#### ACTIVITY
Quote the entries below from the line with "display:flex; gap:38px; margin-inline-start:auto;" through the line with "text-anchor:middle; dominant-baseline:central; stroke-width:7;", both ends included, and only those lines.

#### GIVEN RECORDS
# # # # # # #

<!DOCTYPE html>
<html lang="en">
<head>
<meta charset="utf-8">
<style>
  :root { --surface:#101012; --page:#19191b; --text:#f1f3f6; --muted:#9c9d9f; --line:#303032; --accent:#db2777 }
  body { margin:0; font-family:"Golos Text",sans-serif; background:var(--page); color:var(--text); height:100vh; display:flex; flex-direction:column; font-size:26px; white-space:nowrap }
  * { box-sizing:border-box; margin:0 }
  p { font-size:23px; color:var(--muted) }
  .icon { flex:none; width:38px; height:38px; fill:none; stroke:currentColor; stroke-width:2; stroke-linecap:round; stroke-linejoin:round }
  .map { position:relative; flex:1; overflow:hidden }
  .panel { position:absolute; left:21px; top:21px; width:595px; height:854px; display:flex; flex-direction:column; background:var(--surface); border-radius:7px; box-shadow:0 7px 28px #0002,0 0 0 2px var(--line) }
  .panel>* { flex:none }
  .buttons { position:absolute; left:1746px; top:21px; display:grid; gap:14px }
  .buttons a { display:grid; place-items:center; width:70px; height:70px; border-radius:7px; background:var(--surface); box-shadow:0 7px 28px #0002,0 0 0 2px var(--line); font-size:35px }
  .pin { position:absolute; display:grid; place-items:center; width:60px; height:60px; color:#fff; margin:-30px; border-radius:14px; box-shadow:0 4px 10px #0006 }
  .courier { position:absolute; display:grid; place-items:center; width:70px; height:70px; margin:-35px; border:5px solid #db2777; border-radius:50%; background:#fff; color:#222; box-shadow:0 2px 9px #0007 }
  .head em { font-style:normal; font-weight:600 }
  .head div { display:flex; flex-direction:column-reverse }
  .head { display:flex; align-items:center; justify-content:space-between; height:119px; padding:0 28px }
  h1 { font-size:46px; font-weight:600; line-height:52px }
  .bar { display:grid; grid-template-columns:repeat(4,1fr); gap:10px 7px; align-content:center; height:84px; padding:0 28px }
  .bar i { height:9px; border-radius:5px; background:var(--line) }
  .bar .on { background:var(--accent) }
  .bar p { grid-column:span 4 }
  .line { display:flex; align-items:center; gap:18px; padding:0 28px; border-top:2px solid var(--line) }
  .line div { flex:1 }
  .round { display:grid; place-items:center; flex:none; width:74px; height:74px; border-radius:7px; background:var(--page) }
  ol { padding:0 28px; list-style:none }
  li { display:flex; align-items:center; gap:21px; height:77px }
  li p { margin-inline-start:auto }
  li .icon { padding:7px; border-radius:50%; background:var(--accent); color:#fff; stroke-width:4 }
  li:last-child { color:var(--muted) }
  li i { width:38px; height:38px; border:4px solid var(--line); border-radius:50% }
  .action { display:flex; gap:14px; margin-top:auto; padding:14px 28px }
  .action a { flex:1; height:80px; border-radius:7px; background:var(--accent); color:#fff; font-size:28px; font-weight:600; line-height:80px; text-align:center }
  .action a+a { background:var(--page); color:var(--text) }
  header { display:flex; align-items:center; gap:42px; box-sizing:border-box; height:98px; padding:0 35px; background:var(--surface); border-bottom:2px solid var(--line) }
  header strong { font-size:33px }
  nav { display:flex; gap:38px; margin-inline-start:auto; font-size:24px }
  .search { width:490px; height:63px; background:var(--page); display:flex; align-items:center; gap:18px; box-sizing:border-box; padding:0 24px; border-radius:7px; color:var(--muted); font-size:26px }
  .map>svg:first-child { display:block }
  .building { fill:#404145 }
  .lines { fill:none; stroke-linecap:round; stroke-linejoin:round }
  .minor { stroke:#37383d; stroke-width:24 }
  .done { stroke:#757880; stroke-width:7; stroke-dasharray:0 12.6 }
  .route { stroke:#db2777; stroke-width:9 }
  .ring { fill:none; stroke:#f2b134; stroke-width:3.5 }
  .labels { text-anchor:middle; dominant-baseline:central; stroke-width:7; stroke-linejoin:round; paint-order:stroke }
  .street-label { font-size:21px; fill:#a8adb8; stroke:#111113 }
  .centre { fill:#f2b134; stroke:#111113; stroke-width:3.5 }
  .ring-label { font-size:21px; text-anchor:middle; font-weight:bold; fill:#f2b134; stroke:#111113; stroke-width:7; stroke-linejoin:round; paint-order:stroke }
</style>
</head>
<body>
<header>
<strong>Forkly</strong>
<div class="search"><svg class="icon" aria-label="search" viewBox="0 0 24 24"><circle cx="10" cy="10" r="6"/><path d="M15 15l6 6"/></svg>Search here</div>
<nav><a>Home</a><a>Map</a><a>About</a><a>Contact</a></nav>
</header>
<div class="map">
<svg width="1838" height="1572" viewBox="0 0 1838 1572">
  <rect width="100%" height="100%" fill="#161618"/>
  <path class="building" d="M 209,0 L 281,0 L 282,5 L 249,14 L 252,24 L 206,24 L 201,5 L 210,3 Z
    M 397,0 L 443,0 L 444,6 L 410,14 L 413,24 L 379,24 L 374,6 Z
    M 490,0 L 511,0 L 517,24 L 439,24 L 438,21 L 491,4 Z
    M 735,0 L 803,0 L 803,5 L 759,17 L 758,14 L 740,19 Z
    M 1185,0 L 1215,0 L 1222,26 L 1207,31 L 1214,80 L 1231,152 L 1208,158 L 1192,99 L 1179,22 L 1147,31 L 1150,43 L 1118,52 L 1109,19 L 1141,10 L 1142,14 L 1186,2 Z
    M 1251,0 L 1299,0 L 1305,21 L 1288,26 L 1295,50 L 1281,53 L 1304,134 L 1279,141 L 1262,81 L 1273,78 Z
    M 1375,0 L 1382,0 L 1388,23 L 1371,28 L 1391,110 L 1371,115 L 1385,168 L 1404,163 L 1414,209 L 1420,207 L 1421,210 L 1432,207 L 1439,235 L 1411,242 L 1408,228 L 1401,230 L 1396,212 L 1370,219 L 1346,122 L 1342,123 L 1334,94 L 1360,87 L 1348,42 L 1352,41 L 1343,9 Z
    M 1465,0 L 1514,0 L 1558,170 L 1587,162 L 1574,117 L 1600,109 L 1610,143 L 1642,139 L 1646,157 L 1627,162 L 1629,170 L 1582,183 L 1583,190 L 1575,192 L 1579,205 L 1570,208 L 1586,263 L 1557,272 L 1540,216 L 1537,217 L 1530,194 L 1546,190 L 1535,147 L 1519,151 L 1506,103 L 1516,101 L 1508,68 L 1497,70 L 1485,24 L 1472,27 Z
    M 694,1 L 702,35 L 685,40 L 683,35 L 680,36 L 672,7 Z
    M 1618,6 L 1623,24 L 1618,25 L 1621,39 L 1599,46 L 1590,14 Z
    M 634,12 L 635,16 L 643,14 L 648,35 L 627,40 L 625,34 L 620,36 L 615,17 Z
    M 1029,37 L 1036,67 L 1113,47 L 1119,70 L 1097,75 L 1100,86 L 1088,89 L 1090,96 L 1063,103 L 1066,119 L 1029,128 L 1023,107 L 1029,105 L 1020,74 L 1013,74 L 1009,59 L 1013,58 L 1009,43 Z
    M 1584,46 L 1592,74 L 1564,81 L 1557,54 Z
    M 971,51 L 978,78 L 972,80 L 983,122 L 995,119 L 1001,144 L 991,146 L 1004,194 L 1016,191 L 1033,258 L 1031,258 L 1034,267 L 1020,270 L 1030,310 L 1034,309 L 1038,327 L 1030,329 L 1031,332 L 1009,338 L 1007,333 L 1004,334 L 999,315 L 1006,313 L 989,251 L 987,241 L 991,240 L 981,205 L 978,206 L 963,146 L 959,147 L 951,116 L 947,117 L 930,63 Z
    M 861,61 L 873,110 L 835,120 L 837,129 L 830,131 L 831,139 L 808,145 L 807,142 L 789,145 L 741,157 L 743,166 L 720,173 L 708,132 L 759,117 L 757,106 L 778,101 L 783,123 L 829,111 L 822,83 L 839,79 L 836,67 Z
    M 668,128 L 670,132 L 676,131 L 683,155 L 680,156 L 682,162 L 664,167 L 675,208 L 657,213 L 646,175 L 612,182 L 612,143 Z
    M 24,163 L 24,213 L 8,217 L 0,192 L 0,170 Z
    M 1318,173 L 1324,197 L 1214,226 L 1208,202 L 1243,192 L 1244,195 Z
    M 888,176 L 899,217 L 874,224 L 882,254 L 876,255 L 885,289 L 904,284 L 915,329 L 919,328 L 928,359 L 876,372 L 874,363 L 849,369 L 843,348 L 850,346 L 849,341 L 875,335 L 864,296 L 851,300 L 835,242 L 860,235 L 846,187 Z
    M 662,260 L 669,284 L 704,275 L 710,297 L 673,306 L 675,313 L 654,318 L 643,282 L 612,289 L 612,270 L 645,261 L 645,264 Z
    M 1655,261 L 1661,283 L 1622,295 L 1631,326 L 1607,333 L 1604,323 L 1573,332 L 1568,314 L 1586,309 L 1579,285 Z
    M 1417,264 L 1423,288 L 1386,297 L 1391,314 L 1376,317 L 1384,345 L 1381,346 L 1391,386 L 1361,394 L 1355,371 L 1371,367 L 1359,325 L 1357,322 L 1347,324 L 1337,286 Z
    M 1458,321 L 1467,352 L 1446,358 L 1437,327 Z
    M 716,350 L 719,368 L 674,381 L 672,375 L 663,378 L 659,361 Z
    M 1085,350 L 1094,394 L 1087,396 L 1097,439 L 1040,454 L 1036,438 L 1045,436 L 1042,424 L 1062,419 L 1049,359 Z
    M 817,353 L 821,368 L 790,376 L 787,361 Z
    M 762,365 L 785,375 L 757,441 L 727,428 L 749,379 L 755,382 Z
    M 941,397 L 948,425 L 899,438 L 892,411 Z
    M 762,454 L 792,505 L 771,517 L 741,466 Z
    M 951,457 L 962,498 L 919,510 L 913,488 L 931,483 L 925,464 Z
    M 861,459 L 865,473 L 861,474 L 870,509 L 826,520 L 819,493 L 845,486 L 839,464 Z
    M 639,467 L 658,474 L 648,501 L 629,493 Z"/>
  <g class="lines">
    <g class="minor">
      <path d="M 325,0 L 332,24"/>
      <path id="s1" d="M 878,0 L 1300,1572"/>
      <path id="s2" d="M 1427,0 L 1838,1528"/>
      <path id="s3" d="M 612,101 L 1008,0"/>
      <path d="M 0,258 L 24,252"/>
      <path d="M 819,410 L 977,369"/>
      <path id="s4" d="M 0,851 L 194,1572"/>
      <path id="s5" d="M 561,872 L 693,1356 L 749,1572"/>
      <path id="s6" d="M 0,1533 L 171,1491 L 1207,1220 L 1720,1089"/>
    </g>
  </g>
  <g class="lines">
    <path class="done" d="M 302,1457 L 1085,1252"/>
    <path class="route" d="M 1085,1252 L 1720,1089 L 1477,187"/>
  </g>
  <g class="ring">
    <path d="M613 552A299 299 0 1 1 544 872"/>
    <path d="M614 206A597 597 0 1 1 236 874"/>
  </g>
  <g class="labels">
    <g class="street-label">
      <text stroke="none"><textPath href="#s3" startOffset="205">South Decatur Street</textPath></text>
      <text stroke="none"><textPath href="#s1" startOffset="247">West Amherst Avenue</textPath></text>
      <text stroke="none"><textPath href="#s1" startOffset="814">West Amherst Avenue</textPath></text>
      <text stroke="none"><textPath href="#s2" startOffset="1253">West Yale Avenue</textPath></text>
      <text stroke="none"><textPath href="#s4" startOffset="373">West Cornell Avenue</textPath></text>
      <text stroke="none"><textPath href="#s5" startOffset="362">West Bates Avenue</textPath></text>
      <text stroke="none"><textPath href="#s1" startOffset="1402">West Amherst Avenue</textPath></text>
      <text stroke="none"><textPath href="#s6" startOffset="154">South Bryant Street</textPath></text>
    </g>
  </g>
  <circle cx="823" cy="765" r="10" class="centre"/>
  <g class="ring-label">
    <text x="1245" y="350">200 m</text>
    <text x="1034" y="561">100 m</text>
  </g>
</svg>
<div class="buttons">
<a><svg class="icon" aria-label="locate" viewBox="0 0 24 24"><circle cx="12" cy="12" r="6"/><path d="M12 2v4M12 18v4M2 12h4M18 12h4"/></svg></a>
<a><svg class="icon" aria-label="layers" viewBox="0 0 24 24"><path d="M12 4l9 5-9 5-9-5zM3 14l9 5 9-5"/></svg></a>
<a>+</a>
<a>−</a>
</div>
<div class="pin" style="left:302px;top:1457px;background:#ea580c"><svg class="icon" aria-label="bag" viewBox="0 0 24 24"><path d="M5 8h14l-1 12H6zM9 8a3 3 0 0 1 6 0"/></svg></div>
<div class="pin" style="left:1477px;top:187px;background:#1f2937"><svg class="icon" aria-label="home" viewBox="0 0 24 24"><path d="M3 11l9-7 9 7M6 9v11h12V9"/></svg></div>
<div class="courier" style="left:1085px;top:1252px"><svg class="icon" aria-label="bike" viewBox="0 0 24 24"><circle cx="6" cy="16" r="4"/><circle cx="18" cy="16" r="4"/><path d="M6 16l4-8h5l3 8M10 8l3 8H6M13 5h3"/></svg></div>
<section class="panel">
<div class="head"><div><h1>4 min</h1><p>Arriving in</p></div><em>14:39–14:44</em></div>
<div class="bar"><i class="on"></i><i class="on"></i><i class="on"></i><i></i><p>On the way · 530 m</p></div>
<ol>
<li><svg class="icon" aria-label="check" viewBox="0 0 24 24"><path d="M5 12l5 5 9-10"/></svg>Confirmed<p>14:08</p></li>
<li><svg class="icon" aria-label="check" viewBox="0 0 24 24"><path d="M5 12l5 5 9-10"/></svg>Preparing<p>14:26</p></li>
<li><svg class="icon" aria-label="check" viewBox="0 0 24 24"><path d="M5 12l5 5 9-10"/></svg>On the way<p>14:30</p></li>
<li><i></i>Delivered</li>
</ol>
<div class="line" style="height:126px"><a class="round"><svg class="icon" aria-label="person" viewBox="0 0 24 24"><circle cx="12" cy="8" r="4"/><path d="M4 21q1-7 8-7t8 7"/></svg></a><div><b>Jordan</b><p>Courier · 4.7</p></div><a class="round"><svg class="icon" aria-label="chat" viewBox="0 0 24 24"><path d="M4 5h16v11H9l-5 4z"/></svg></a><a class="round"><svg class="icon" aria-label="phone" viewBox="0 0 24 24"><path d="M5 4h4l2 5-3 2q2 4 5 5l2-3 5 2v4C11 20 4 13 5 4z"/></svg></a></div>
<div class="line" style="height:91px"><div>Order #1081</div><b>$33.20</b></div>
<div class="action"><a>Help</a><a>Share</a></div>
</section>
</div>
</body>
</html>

# # # # # # #

#### RESPONSE TO THE EXERCISE
  nav { display:flex; gap:38px; margin-inline-start:auto; font-size:24px }
  .search { width:490px; height:63px; background:var(--page); display:flex; align-items:center; gap:18px; box-sizing:border-box; padding:0 24px; border-radius:7px; color:var(--muted); font-size:26px }
  .map>svg:first-child { display:block }
  .building { fill:#404145 }
  .lines { fill:none; stroke-linecap:round; stroke-linejoin:round }
  .minor { stroke:#37383d; stroke-width:24 }
  .done { stroke:#757880; stroke-width:7; stroke-dasharray:0 12.6 }
  .route { stroke:#db2777; stroke-width:9 }
  .ring { fill:none; stroke:#f2b134; stroke-width:3.5 }
  .labels { text-anchor:middle; dominant-baseline:central; stroke-width:7; stroke-linejoin:round; paint-order:stroke }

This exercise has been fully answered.